====== Dataset entries

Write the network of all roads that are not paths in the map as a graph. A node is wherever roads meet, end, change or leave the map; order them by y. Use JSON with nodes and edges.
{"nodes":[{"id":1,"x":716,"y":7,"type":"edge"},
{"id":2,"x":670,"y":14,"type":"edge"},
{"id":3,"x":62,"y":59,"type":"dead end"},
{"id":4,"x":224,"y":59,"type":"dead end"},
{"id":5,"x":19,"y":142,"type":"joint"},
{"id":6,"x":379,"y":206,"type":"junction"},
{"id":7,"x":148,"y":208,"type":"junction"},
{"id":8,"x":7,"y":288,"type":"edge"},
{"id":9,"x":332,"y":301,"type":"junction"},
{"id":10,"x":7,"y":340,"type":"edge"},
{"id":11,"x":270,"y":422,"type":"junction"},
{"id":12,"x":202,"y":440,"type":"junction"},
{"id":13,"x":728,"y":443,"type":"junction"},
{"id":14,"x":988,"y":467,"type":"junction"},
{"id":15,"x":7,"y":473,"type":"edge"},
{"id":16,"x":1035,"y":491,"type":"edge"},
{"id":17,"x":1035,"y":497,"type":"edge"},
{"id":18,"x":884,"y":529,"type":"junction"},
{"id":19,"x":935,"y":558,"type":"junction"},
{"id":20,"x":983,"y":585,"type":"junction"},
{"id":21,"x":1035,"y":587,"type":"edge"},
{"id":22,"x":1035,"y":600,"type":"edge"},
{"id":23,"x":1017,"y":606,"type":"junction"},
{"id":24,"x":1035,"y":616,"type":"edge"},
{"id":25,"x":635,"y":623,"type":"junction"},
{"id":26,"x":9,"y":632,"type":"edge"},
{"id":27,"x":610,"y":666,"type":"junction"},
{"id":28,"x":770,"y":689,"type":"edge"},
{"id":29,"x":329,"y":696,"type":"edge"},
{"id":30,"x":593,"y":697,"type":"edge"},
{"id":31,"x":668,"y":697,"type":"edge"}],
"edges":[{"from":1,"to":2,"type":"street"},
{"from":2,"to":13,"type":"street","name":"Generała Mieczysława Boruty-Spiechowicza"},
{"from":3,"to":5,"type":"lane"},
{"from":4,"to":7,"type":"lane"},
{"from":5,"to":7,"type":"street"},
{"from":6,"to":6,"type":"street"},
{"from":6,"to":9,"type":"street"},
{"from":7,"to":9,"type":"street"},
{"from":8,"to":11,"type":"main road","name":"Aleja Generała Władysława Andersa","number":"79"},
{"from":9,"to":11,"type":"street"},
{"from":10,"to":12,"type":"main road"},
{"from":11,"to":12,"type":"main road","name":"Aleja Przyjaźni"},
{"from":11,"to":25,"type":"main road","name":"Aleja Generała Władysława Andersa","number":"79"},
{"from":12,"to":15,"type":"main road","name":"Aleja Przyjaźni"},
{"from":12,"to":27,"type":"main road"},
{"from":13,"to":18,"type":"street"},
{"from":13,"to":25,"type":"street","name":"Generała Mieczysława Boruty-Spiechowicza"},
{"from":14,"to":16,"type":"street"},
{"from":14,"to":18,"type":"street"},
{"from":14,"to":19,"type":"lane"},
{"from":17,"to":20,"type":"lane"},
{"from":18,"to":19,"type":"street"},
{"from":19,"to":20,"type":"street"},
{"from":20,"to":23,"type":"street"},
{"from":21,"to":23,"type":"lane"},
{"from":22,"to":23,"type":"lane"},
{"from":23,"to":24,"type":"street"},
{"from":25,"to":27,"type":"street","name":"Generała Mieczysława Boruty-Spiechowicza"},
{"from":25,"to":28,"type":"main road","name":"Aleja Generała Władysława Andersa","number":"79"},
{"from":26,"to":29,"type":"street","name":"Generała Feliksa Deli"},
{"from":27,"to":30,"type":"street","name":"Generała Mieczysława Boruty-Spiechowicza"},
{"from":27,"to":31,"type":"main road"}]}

============

Copy the records above. Keep every word as it is.

**Response area:**
Write the network of all roads that are not paths in the map as a graph. A node is wherever roads meet, end, change or leave the map; order them by y. Use JSON with nodes and edges.
{"nodes":[{"id":1,"x":716,"y":7,"type":"edge"},
{"id":2,"x":670,"y":14,"type":"edge"},
{"id":3,"x":62,"y":59,"type":"dead end"},
{"id":4,"x":224,"y":59,"type":"dead end"},
{"id":5,"x":19,"y":142,"type":"joint"},
{"id":6,"x":379,"y":206,"type":"junction"},
{"id":7,"x":148,"y":208,"type":"junction"},
{"id":8,"x":7,"y":288,"type":"edge"},
{"id":9,"x":332,"y":301,"type":"junction"},
{"id":10,"x":7,"y":340,"type":"edge"},
{"id":11,"x":270,"y":422,"type":"junction"},
{"id":12,"x":202,"y":440,"type":"junction"},
{"id":13,"x":728,"y":443,"type":"junction"},
{"id":14,"x":988,"y":467,"type":"junction"},
{"id":15,"x":7,"y":473,"type":"edge"},
{"id":16,"x":1035,"y":491,"type":"edge"},
{"id":17,"x":1035,"y":497,"type":"edge"},
{"id":18,"x":884,"y":529,"type":"junction"},
{"id":19,"x":935,"y":558,"type":"junction"},
{"id":20,"x":983,"y":585,"type":"junction"},
{"id":21,"x":1035,"y":587,"type":"edge"},
{"id":22,"x":1035,"y":600,"type":"edge"},
{"id":23,"x":1017,"y":606,"type":"junction"},
{"id":24,"x":1035,"y":616,"type":"edge"},
{"id":25,"x":635,"y":623,"type":"junction"},
{"id":26,"x":9,"y":632,"type":"edge"},
{"id":27,"x":610,"y":666,"type":"junction"},
{"id":28,"x":770,"y":689,"type":"edge"},
{"id":29,"x":329,"y":696,"type":"edge"},
{"id":30,"x":593,"y":697,"type":"edge"},
{"id":31,"x":668,"y":697,"type":"edge"}],
"edges":[{"from":1,"to":2,"type":"street"},
{"from":2,"to":13,"type":"street","name":"Generała Mieczysława Boruty-Spiechowicza"},
{"from":3,"to":5,"type":"lane"},
{"from":4,"to":7,"type":"lane"},
{"from":5,"to":7,"type":"street"},
{"from":6,"to":6,"type":"street"},
{"from":6,"to":9,"type":"street"},
{"from":7,"to":9,"type":"street"},
{"from":8,"to":11,"type":"main road","name":"Aleja Generała Władysława Andersa","number":"79"},
{"from":9,"to":11,"type":"street"},
{"from":10,"to":12,"type":"main road"},
{"from":11,"to":12,"type":"main road","name":"Aleja Przyjaźni"},
{"from":11,"to":25,"type":"main road","name":"Aleja Generała Władysława Andersa","number":"79"},
{"from":12,"to":15,"type":"main road","name":"Aleja Przyjaźni"},
{"from":12,"to":27,"type":"main road"},
{"from":13,"to":18,"type":"street"},
{"from":13,"to":25,"type":"street","name":"Generała Mieczysława Boruty-Spiechowicza"},
{"from":14,"to":16,"type":"street"},
{"from":14,"to":18,"type":"street"},
{"from":14,"to":19,"type":"lane"},
{"from":17,"to":20,"type":"lane"},
{"from":18,"to":19,"type":"street"},
{"from":19,"to":20,"type":"street"},
{"from":20,"to":23,"type":"street"},
{"from":21,"to":23,"type":"lane"},
{"from":22,"to":23,"type":"lane"},
{"from":23,"to":24,"type":"street"},
{"from":25,"to":27,"type":"street","name":"Generała Mieczysława Boruty-Spiechowicza"},
{"from":25,"to":28,"type":"main road","name":"Aleja Generała Władysława Andersa","number":"79"},
{"from":26,"to":29,"type":"street","name":"Generała Feliksa Deli"},
{"from":27,"to":30,"type":"street","name":"Generała Mieczysława Boruty-Spiechowicza"},
{"from":27,"to":31,"type":"main road"}]}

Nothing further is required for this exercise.